The 23 patients, who were on average 54 years old, were examined using the same types of x-rays, magnetic resonance imaging, as well as other tests that were done earlier at three years follow up. The researchers found that there were no complications or repeat surgeries in the period between the 3-year and the 9-year follow up. At the final follow up, 74 percent of the patients said that they were very satisfied with the surgery and its results, 22 percent said they were satisfied, and one patient was disappointed in the results. This was a bit of a change from the 3-year follow up because two patients had rated themselves as satisfied then but very satisfied at nine years, three changed from disappointed to very satisfied at nine years, and one patient said they were satisfied first but this changed to unsatisfied.
One of the issues that the researchers wanted to examine was the retear rate, how many patients had retorn their rotator cuff.

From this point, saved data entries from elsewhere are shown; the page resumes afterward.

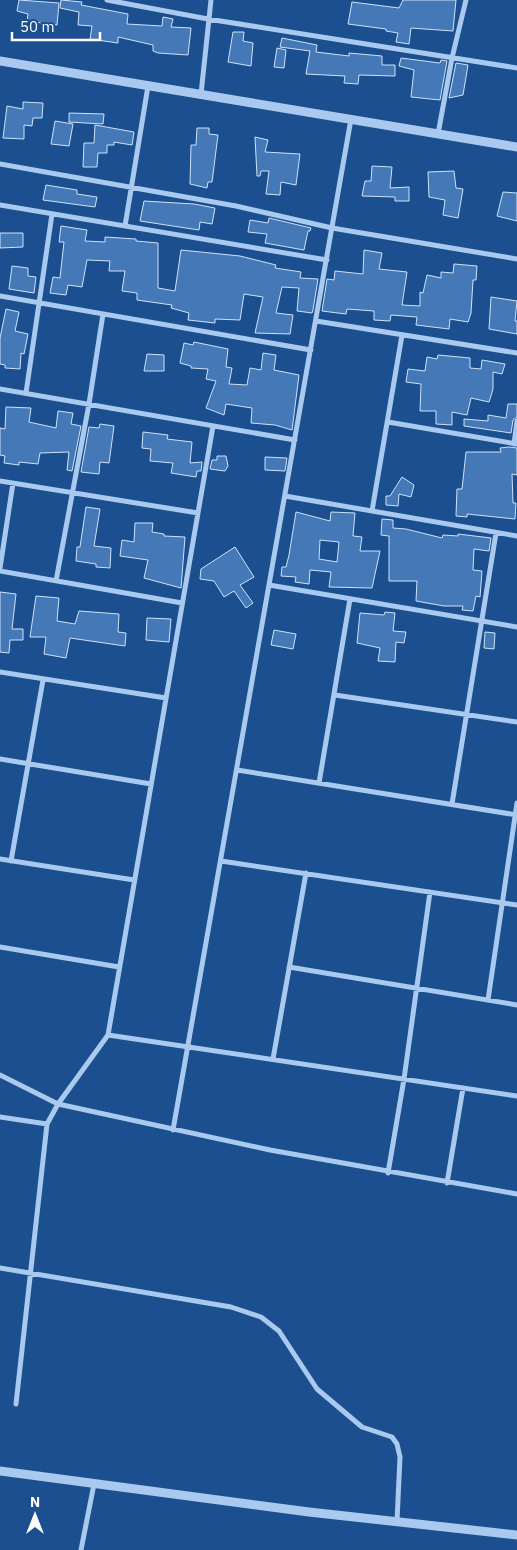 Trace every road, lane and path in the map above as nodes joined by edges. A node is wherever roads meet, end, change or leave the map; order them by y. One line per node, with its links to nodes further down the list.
1 (110, 0): 4 (street)
2 (211, 0): 4 (street)
3 (466, 0): 5 (street)
4 (208, 19): 5 (street); 9 (street)
5 (452, 58): 7 (street); 11 (street)
6 (0, 61): 8 (street)
7 (517, 68)
8 (148, 86): 9 (street); 14 (street)
9 (200, 94): 10 (street)
10 (351, 120): 11 (street); 18 (street)
11 (438, 134): 12 (street)
12 (517, 147)
13 (0, 164): 14 (street)
14 (130, 188): 17 (street); 18 (street)
15 (0, 205): 16 (street)
16 (52, 214): 17 (street); 22 (street)
17 (125, 226): 20 (street)
18 (332, 228): 19 (street); 20 (street)
19 (517, 259)
20 (326, 260): 24 (street)
21 (0, 296): 22 (street)
22 (39, 303): 23 (street); 29 (street)
23 (103, 314): 26 (street); 30 (street)
24 (316, 321): 25 (street); 26 (street)
25 (402, 335): 27 (street); 32 (street)
26 (311, 350): 34 (street)
27 (517, 353)
28 (0, 388): 29 (street)
29 (26, 393): 30 (street)
30 (89, 404): 33 (street); 38 (street)
31 (517, 420): 35 (street)
32 (388, 422): 35 (street); 40 (street)
33 (213, 426): 34 (street); 41 (street)
34 (295, 440): 39 (street)
35 (515, 444)
36 (0, 481): 37 (street)
37 (13, 483): 38 (street); 44 (street)
38 (72, 493): 41 (street); 45 (street)
39 (285, 496): 40 (street); 46 (street)
40 (372, 511): 42 (street)
41 (198, 512): 48 (street)
42 (496, 533): 43 (street); 49 (street)
43 (517, 536)
44 (0, 569): 45 (street)
45 (56, 581): 48 (street)
46 (269, 585): 47 (street); 59 (street)
47 (350, 599): 49 (street); 53 (street)
48 (182, 603): 54 (street)
49 (482, 621): 50 (street); 55 (street)
50 (517, 627)
51 (0, 672): 52 (street)
52 (43, 680): 54 (street); 58 (street)
53 (335, 695): 55 (street); 61 (street)
54 (166, 698): 60 (street)
55 (466, 715): 56 (street); 63 (street)
56 (517, 722)
57 (0, 759): 58 (street)
58 (29, 765): 60 (street); 66 (street)
59 (237, 770): 61 (street); 67 (street)
60 (151, 784): 69 (street)
61 (319, 784): 63 (street)
62 (517, 803): 64 (street)
63 (452, 804): 64 (street)
64 (516, 815): 71 (street)
65 (0, 859): 66 (street)
66 (11, 860): 69 (street)
67 (221, 860): 68 (street); 80 (street)
68 (306, 874): 70 (street); 75 (street)
69 (134, 880): 74 (street)
70 (430, 892): 71 (street); 76 (street)
71 (501, 903): 72 (street); 77 (street)
72 (517, 905)
73 (0, 947): 74 (street)
74 (119, 966): 79 (street)
75 (289, 968): 76 (street); 81 (street)
76 (417, 988): 77 (street); 83 (street)
77 (488, 1000): 78 (street)
78 (517, 1006)
79 (108, 1034): 80 (street); 86 (street)
80 (188, 1046): 81 (street); 89 (street)
81 (273, 1059): 83 (street)
82 (0, 1075): 86 (street)
83 (404, 1079): 84 (street); 90 (street)
84 (463, 1088): 85 (street); 91 (street)
85 (517, 1096)
86 (58, 1104): 88 (street); 89 (street)
87 (0, 1117): 88 (street)
88 (47, 1124): 94 (street)
89 (173, 1130): 90 (street)
90 (388, 1173): 91 (street)
91 (447, 1183): 92 (street)
92 (517, 1194)
93 (0, 1268): 94 (street)
94 (30, 1273): 95 (street); 98 (street)
95 (16, 1404)
96 (0, 1471): 97 (street)
97 (94, 1484): 98 (street); 100 (street)
98 (397, 1522): 99 (street)
99 (517, 1535)
100 (81, 1550) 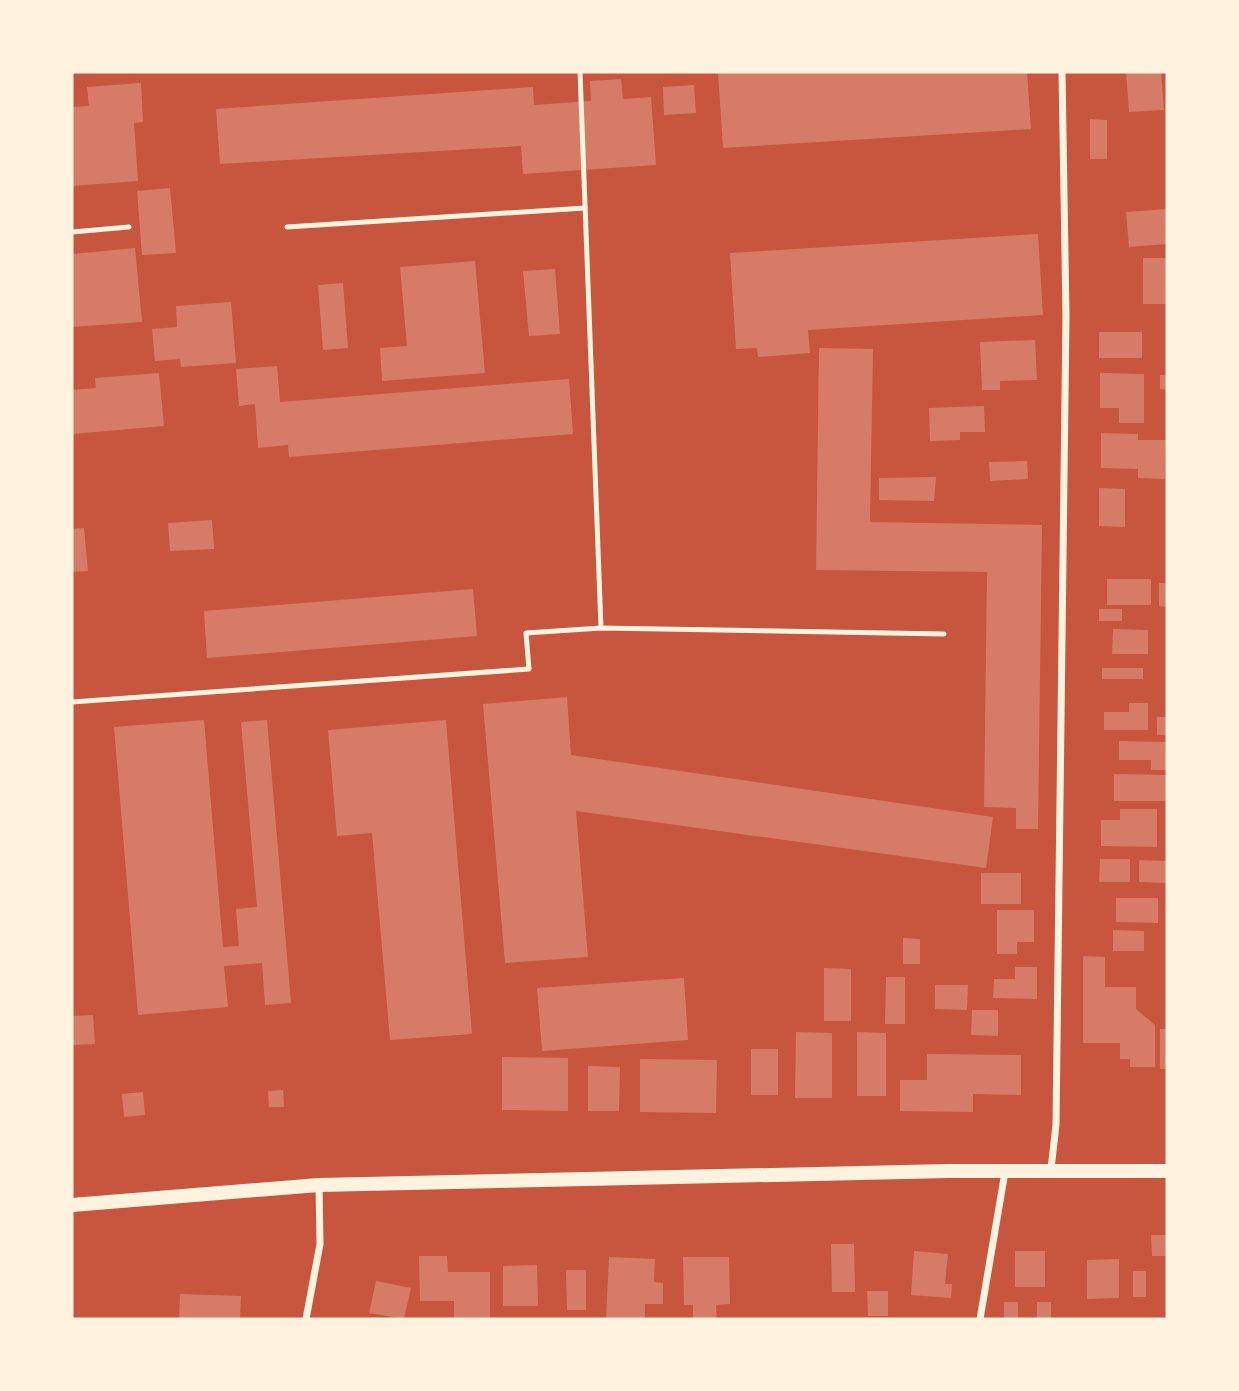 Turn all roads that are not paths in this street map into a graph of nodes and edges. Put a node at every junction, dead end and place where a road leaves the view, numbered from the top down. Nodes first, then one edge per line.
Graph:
1 (580, 72) edge
2 (1062, 72) edge
3 (585, 208) junction
4 (128, 227) dead end
5 (287, 227) dead end
6 (72, 232) edge
7 (601, 628) junction
8 (944, 634) dead end
9 (72, 702) edge
10 (1051, 1169) junction
11 (1005, 1170) junction
12 (1167, 1171) edge
13 (319, 1185) junction
14 (72, 1205) edge
15 (306, 1319) edge
16 (981, 1319) edge

1 - 3 lane
2 - 10 street
3 - 5 lane
3 - 7 lane
4 - 6 lane
7 - 8 lane
7 - 9 lane
10 - 11 main road
10 - 12 main road
11 - 13 main road
11 - 16 street
13 - 14 main road
13 - 15 street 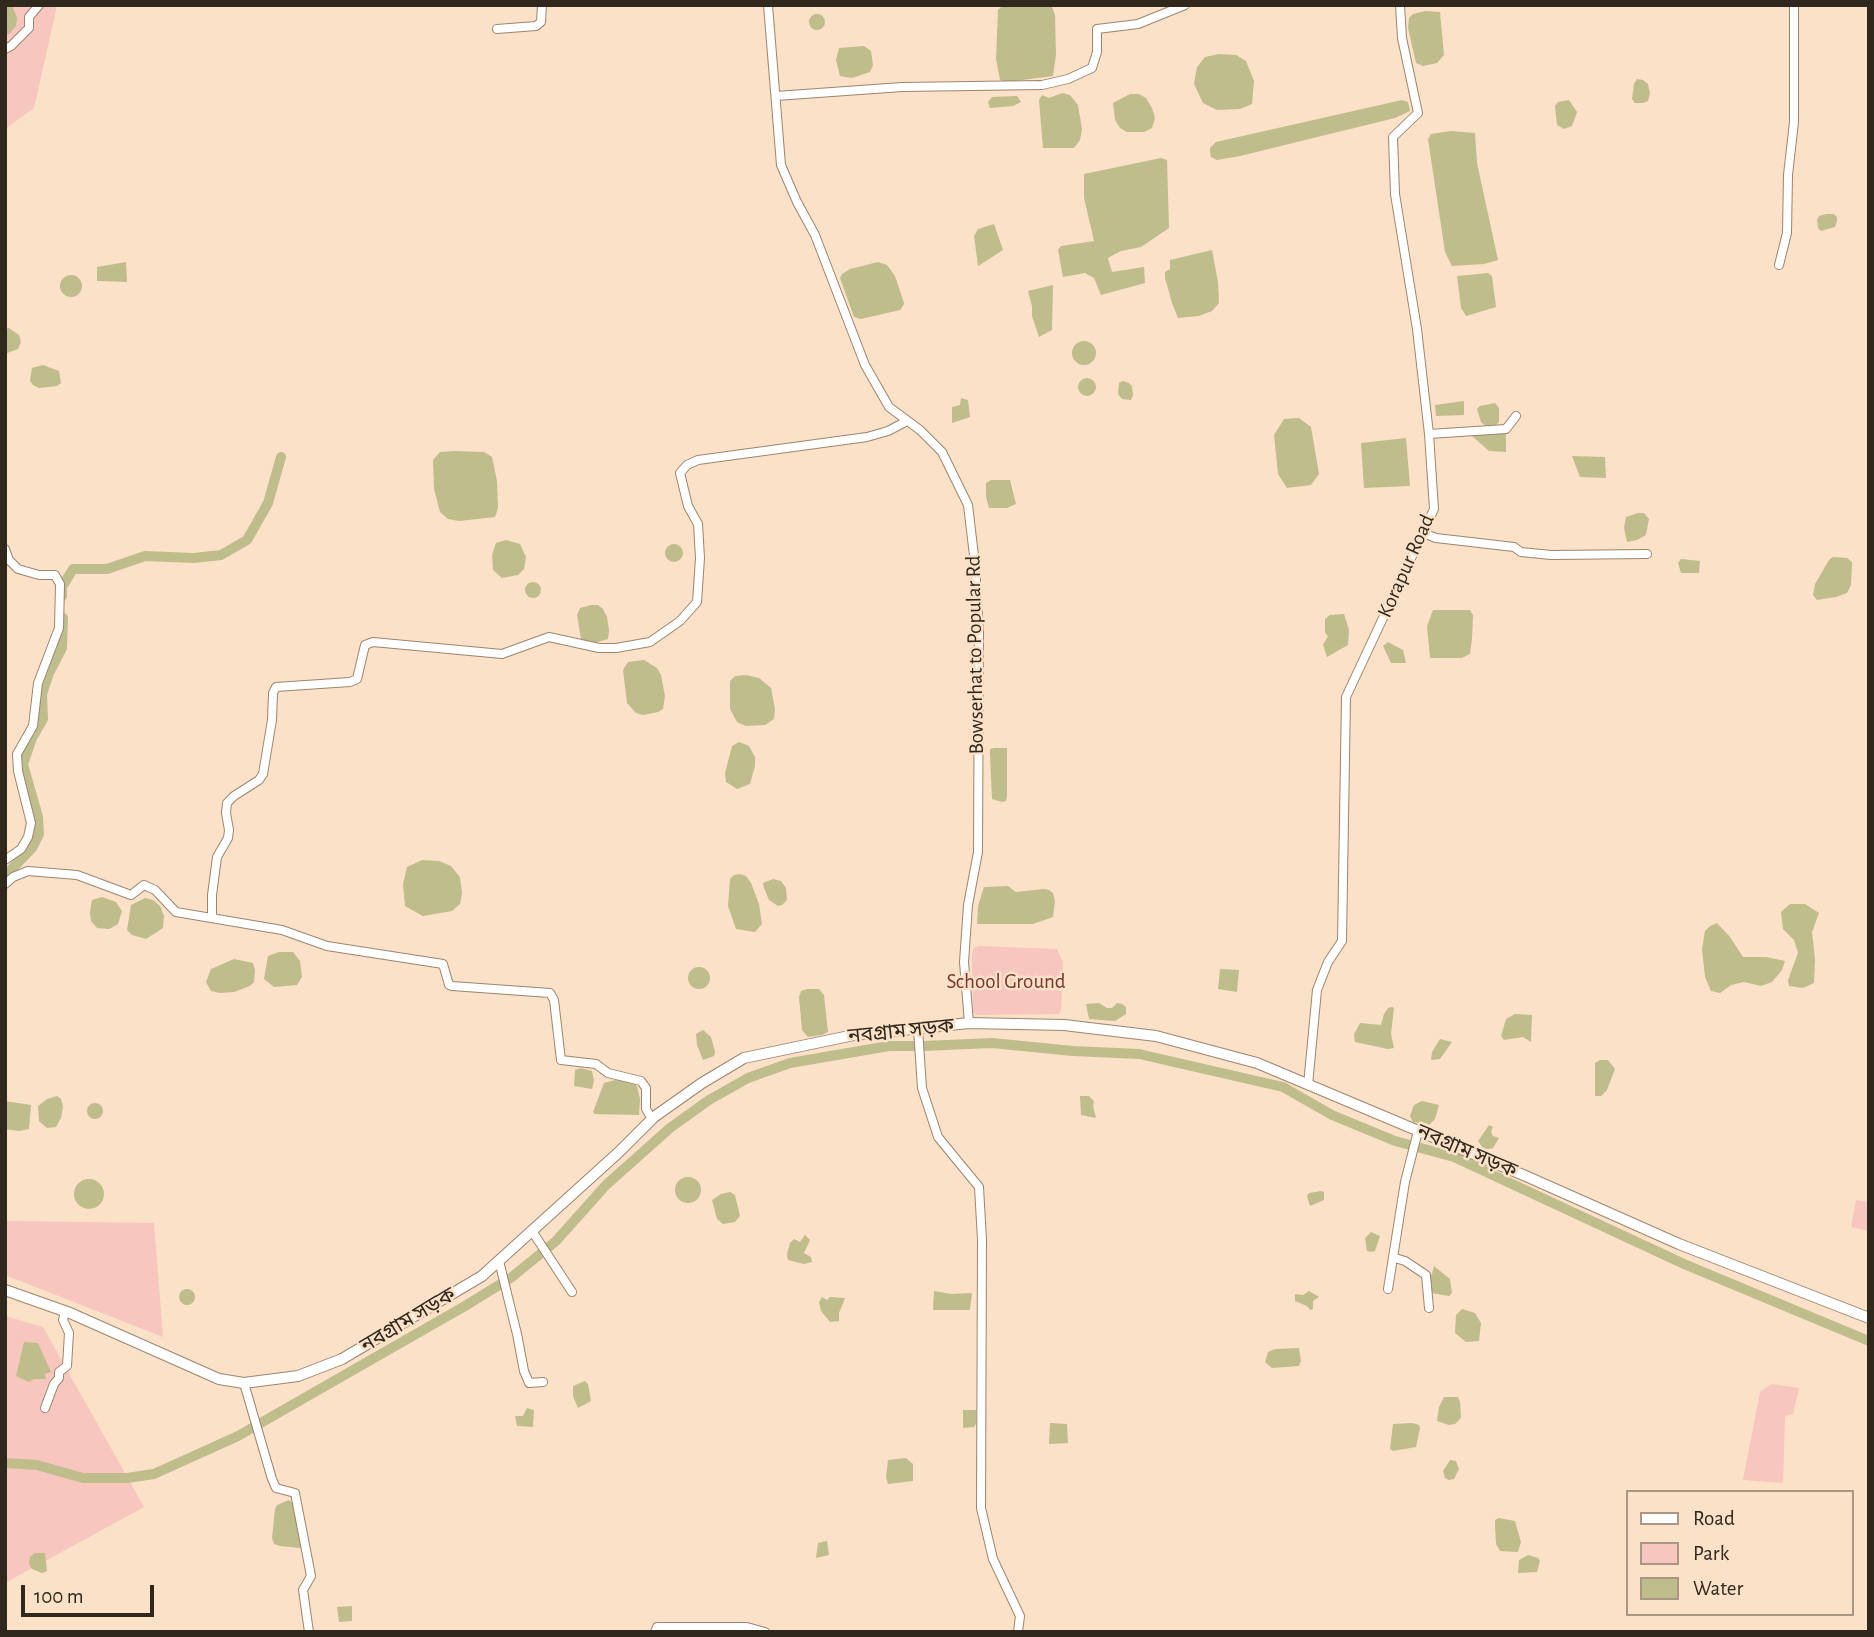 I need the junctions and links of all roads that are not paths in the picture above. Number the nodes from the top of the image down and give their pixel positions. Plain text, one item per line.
1 (39, 5) edge
2 (542, 5) edge
3 (768, 5) edge
4 (1185, 5) edge
5 (1400, 5) edge
6 (1794, 5) edge
7 (497, 29) dead end
8 (5, 49) edge
9 (776, 96) junction
10 (1779, 265) dead end
11 (1516, 416) dead end
12 (907, 421) junction
13 (1429, 434) junction
14 (1423, 533) junction
15 (5, 549) edge
16 (1647, 554) dead end
17 (5, 860) edge
18 (5, 884) edge
19 (212, 917) junction
20 (969, 1023) junction
21 (918, 1029) junction
22 (1308, 1085) junction
23 (652, 1119) junction
24 (1418, 1131) junction
25 (532, 1231) junction
26 (1395, 1258) junction
27 (499, 1261) junction
28 (1388, 1289) dead end
29 (5, 1290) edge
30 (572, 1292) dead end
31 (1429, 1308) dead end
32 (65, 1311) junction
33 (1869, 1318) edge
34 (543, 1382) dead end
35 (244, 1383) junction
36 (45, 1408) dead end
37 (309, 1632) edge
38 (655, 1632) edge
39 (765, 1632) edge
40 (1018, 1632) edge

1 - 8 street
2 - 7 street
3 - 9 street, Bowserhat to Popular Rd
4 - 9 street
5 - 13 street, Korapur Road
6 - 10 street
9 - 12 street, Bowserhat to Popular Rd
11 - 13 street
12 - 19 street
12 - 20 street, Bowserhat to Popular Rd
13 - 14 street, Korapur Road
14 - 16 street
14 - 22 street, Korapur Road
15 - 17 street
18 - 19 street
19 - 23 street
20 - 21 main road, নবগ্রাম সড়ক
20 - 22 main road, নবগ্রাম সড়ক
21 - 23 main road, নবগ্রাম সড়ক
21 - 40 street
22 - 24 main road, নবগ্রাম সড়ক
23 - 25 main road, নবগ্রাম সড়ক
24 - 26 street
24 - 33 main road, নবগ্রাম সড়ক
25 - 27 main road, নবগ্রাম সড়ক
25 - 30 street
26 - 28 street
26 - 31 street
27 - 34 street
27 - 35 main road, নবগ্রাম সড়ক
29 - 32 main road, নবগ্রাম সড়ক
32 - 35 main road, নবগ্রাম সড়ক
32 - 36 street
35 - 37 street
38 - 39 street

After almost 10 years, the retear rate was an average 57 percent. It was higher if the patient had torn three tendons, at 86 percent, and lower if there were two tears, at 44 percent. The researchers noted that none of the retears was bigger than the original tears. While it may seem that the number is high, especially when compared with studies that found there was an average 13 percent rate of retears in tears of only one tendon, this study's finding is in line with others that examined the same problem. The authors pointed out that their findings differed from other studies in some ways. For example, in this study, there didn't seem to be a relationship between the age of the patient and the likelihood of retears.
As with all studies, there were some limitations. The researchers in this study weren't able to determine exactly when the retear occurred. The authors also pointed out that their study was relatively small and the patients were relatively young, which may have made an impact on the results.
The authors concluded that the open rotator cuff repair offered good results for at least 10 years following surgery although the chances of retears did increase over time.
Matthias A. Zumstein, MD et al. The Clinical and Structural Long-Term Results of Open Repair of Massive Tears of the Rotator Cuff. In The Journal of Bone & Joint Surgery. November 2008. Vol. 90. No. 11.